Dr Hamideh Khanbareh, a senior lecturer in the University of Bath’s Department of Mechanical Engineering and a member of the Centre for Integrated Materials, Processes & Structures (IMPS), said: “This is a groundbreaking biomaterial, which has the potential to redefine the prospects of recovery from central nervous system injuries or neurodegenerative diseases. It offers the hope of future treatments that could help patients regain crucial life-changing functions. 

“It also offers clinicians the possibility to create therapeutic tools for treating conditions of this type and establishes a new class of versatile biomaterials that combine mechanical, electrical and biological cues. 

“As with any new medical technology there are many steps still to take to move this from lab bench to bedside, but we are encouraged to have been able to create a new, highly sophisticated and sustainable composite that combines several desirable qualities and could be used in a range of applications.” 

Multifunctional material offers therapeutic potential 

Detailed in new research published today (6 January 2025) in the journal Cell Reports Physical Science, the composite material is made of cellulose and potassium sodium niobate (KNN) piezo-ceramic particles. The ‘scaffold’ implants that can be created with it look like small, paper-like tubes, which could be made bespoke for individual patients. 

Key to the composite’s clinical potential is its versatile, multifunctional nature, and the use of cellulose – a widely-available structural component of plants and algae – mean it is highly sustainable. 

Created through a process called directional freeze casting, its structure is optimised to encourage the growth of cells in a specific direction – as they grow in a spinal cord – meaning they can repair and re-join tissue damaged by traumatic injuries, and repair electrical pathways that carry signals from the brain. The material is also porous, with space for new cells spaces to grow into naturally, mimicking the three-dimensional network in the body. 

Furthermore, it is biodegradable by enzymes, so can be made to dissolve within the body once the implant has served its function. 

Most importantly, the ceramic microparticles have piezoelectric properties – meaning they create electrical charge when placed under stress or through body movement, giving stem cells the stimulation they need to grow. 

The combination of these properties, and the way they allow a scaffold to be structured, make the material ideal as a vehicle for the delivery of neural stem cells, and for them to grow and differentiate into the functional neural cells required for repair and recovery. 

Bespoke treatments a potential application 

Dr Vlad Jarkov, a PhD researcher in Bath’s Department of Chemistry, was the primary investigator of the research.

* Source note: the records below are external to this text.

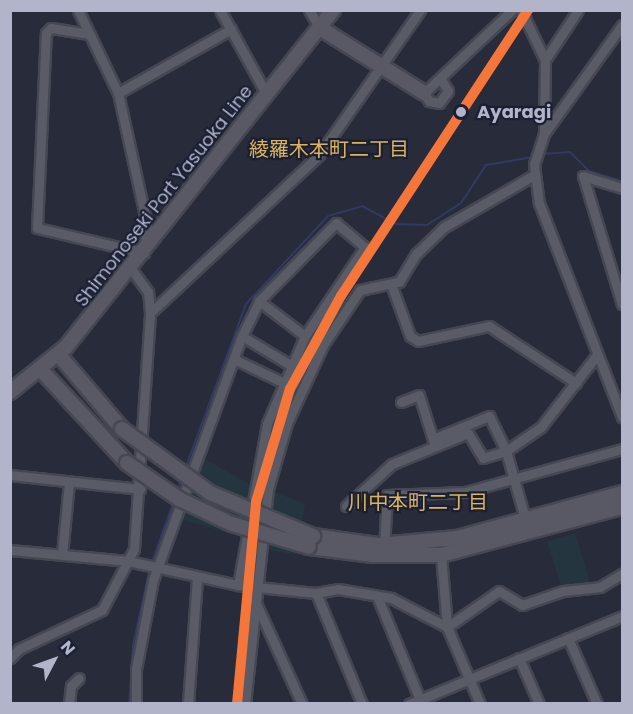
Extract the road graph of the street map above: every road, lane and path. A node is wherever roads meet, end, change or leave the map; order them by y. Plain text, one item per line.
1 (78, 10) edge
2 (220, 10) edge
3 (309, 10) edge
4 (333, 10) edge
5 (420, 10) edge
6 (512, 10) edge
7 (520, 10) edge
8 (578, 10) edge
9 (622, 25) edge
10 (320, 27) junction
11 (231, 29) junction
12 (88, 34) junction
13 (545, 60) junction
14 (381, 68) junction
15 (440, 78) junction
16 (118, 93) junction
17 (424, 93) junction
18 (267, 95) junction
19 (544, 134) junction
20 (534, 175) junction
21 (622, 188) edge
22 (144, 253) junction
23 (131, 268) junction
24 (391, 284) junction
25 (259, 301) junction
26 (622, 304) edge
27 (150, 313) junction
28 (242, 336) junction
29 (305, 336) junction
30 (58, 355) junction
31 (596, 356) junction
32 (234, 359) junction
33 (292, 366) junction
34 (42, 371) junction
35 (284, 383) junction
36 (576, 383) junction
37 (10, 392) edge
38 (401, 402) dead end
39 (622, 417) edge
40 (434, 442) junction
41 (622, 449) edge
42 (506, 451) junction
43 (10, 475) edge
44 (515, 478) junction
45 (69, 482) junction
46 (140, 489) junction
47 (622, 493) edge
48 (346, 506) dead end
49 (622, 507) edge
50 (526, 522) junction
51 (311, 541) junction
52 (10, 550) edge
53 (384, 550) junction
54 (62, 554) junction
55 (441, 555) junction
56 (128, 561) junction
57 (152, 568) junction
58 (622, 574) edge
59 (197, 577) junction
60 (238, 585) junction
61 (256, 587) junction
62 (316, 592) junction
63 (376, 596) junction
64 (255, 601) junction
65 (622, 616) edge
66 (447, 627) junction
67 (568, 638) junction
68 (10, 658) edge
69 (519, 658) junction
70 (469, 677) junction
71 (79, 678) dead end
72 (421, 701) edge
73 (69, 704) edge
74 (136, 704) edge
75 (188, 704) edge
76 (245, 704) edge
77 (302, 704) edge
78 (362, 704) edge
79 (409, 704) edge
80 (480, 704) edge
81 (539, 704) edge
82 (597, 704) edge

1 - 12 street
2 - 11 street
3 - 10 street
4 - 10 main road, Shimonoseki Port Yasuoka Line
5 - 14 street
6 - 15 street
7 - 13 street
8 - 13 street
9 - 19 street
10 - 14 main road
10 - 18 main road, Shimonoseki Port Yasuoka Line
11 - 16 street
11 - 18 street
12 - 16 street
12 - 22 street
13 - 19 street
14 - 17 main road
14 - 27 street
15 - 17 street
15 - 17 street
16 - 22 street
18 - 22 main road, Shimonoseki Port Yasuoka Line
19 - 20 street
20 - 24 street
20 - 31 street
21 - 26 street
22 - 23 main road, Shimonoseki Port Yasuoka Line
23 - 27 street
23 - 30 main road, Shimonoseki Port Yasuoka Line
24 - 36 street
24 - 61 street
25 - 28 street
25 - 29 street
25 - 29 street
27 - 46 street
28 - 32 street
28 - 33 street
29 - 33 street
30 - 34 main road, Shimonoseki Port Yasuoka Line
30 - 51 main road, bridge
31 - 36 street
31 - 39 street
32 - 35 street
32 - 57 street
33 - 35 street
34 - 37 main road, Shimonoseki Port Yasuoka Line
34 - 51 main road, bridge
35 - 60 street
36 - 42 street
38 - 40 street
40 - 42 street
40 - 42 street
40 - 48 street
41 - 44 street
42 - 44 street
43 - 45 street
44 - 50 street
44 - 53 street
45 - 46 street
45 - 54 street
46 - 56 street
47 - 50 main road
49 - 55 main road
50 - 53 main road
51 - 53 main road
52 - 54 street
53 - 55 main road
54 - 56 street
55 - 66 street
56 - 57 street
56 - 68 street
57 - 59 street
57 - 74 street
58 - 66 street
59 - 60 street
59 - 75 street
60 - 61 street
61 - 62 street
61 - 64 street
62 - 63 street
62 - 78 street
63 - 66 street
63 - 72 street
64 - 76 street
64 - 77 street
65 - 67 street
66 - 70 street
67 - 69 street
67 - 82 street
69 - 70 street
69 - 81 street
70 - 72 street
70 - 80 street
71 - 73 street
72 - 79 street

He says the material offers significant potential for future bespoke treatments: “One way this could be applied would be to use a CT scan of an injury site to model a very precise 3D implant that could address a patient’s specific needs by accurately bridging the gaps caused by injury to their brain or spinal cord. 

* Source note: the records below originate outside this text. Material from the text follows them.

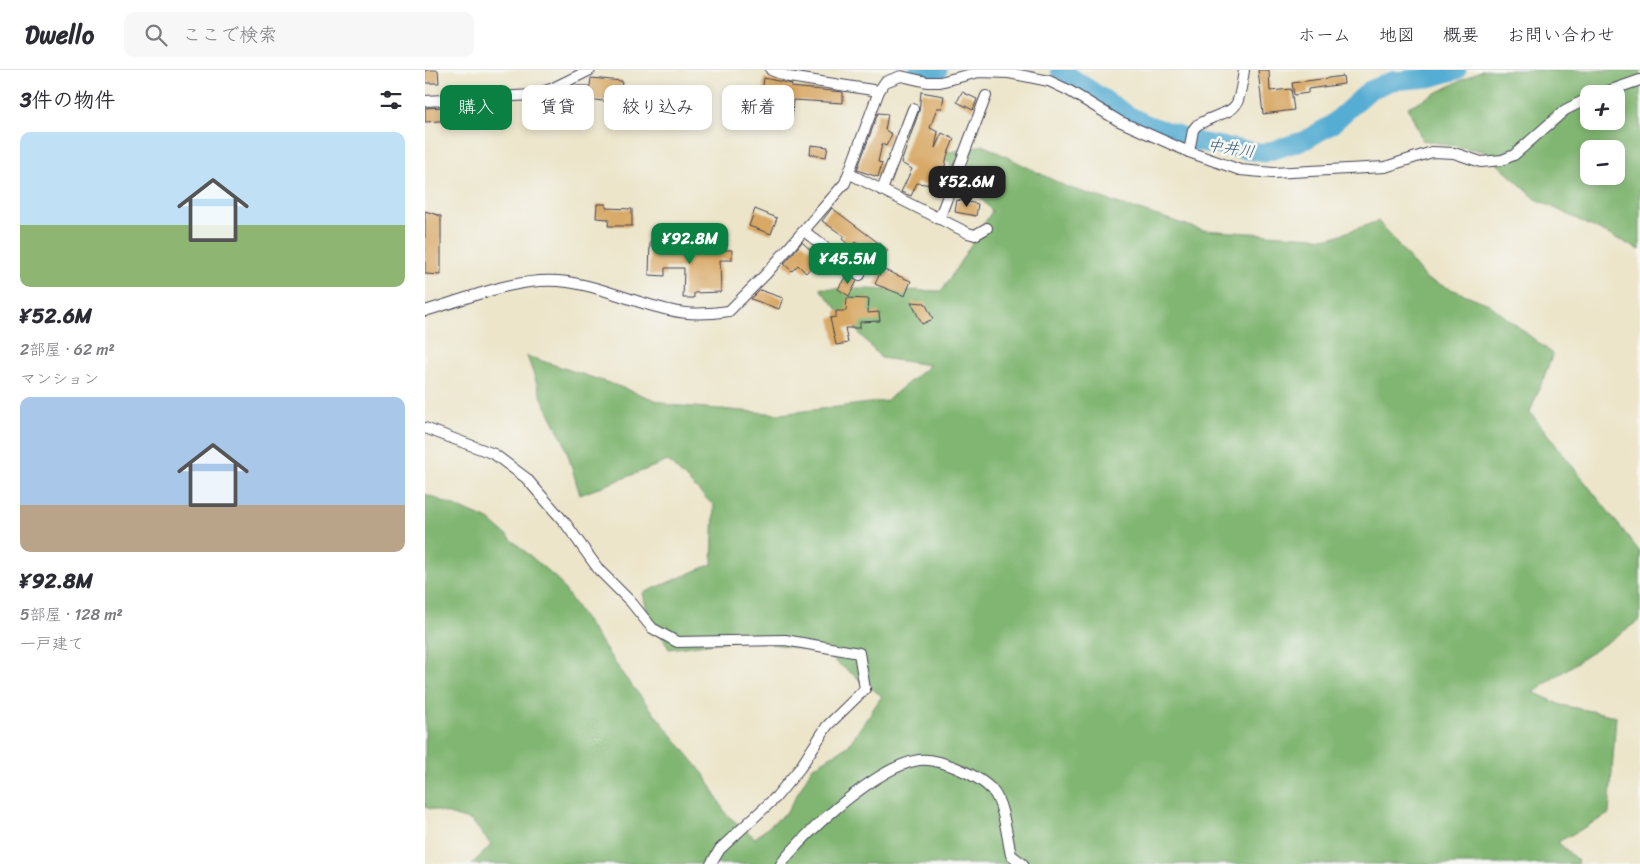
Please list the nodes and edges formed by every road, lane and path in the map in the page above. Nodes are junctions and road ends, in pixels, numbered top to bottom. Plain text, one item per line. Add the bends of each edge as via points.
1 (590, 70) edge
2 (771, 70) edge
3 (1244, 70) edge
4 (1640, 80) edge
5 (1625, 85) edge
6 (879, 91) junction
7 (986, 96) dead end
8 (425, 101) edge
9 (1580, 102) edge
10 (913, 108) dead end
11 (1190, 148) junction
12 (850, 174) junction
13 (882, 190) junction
14 (939, 219) junction
15 (987, 228) dead end
16 (804, 231) junction
17 (860, 275) dead end
18 (425, 312) edge
19 (425, 428) edge
20 (711, 864) edge
21 (781, 864) edge
22 (1023, 864) edge

1 - 8 street via 532,95
2 - 6 street via 789,77
3 - 11 street via 1239,99 1233,110 1206,120 1193,130
4 - 5 street
6 - 11 street via 885,82 901,76 940,82 979,72 1009,72 1049,81 1119,121
6 - 12 street
7 - 14 street
9 - 11 street via 1565,110 1514,155 1491,163 1454,153 1432,152 1385,167 1273,174 1240,170
10 - 13 street
12 - 13 street
12 - 16 street
13 - 14 street
14 - 15 street via 975,235
16 - 17 street
16 - 18 street via 729,311 689,313 669,310 607,291 549,281 513,285
19 - 20 street via 494,454 526,478 566,524 599,570 652,628 677,642 785,640 859,652 865,689 827,726 800,768 775,798 720,849
21 - 22 street via 818,823 876,779 919,760 936,760 981,780 993,790 999,800 1011,855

“Focusing on finding a way to aid the growth neural stem cells is very challenging, as they are among the most complex cells in our bodies. We had to draw on a range of expertise – in mechanical engineering, chemistry, neuroscience and materials science, to reach this point. 

“As an advanced bespoke medical treatment, it requires further development to become a reality in our hospitals, but we are hopeful this is the start of finding a solution to helping the many people around the world who suffer life-altering brain and spinal cord injuries.” 

Future development of the composite and implants will include tests of biocompatibility and efficacy, further optimisation of the materials and freeze-casting methods and scale-up of manufacturing, as well as regulatory approval. 

The paper 3D Piezoelectric Cellulose Composites as Advanced Multifunctional Implants for Neural Stem Cell Transplantation (DOI: 10.1016/j.xcrp.2024.102368) is published today in Cell Reports Physical Science.  

The research was funded by University of Bath alumni through the Hughes PhD scholarship and supported by the University’s Institute for Sustainable and Circular Technologies (ISCT).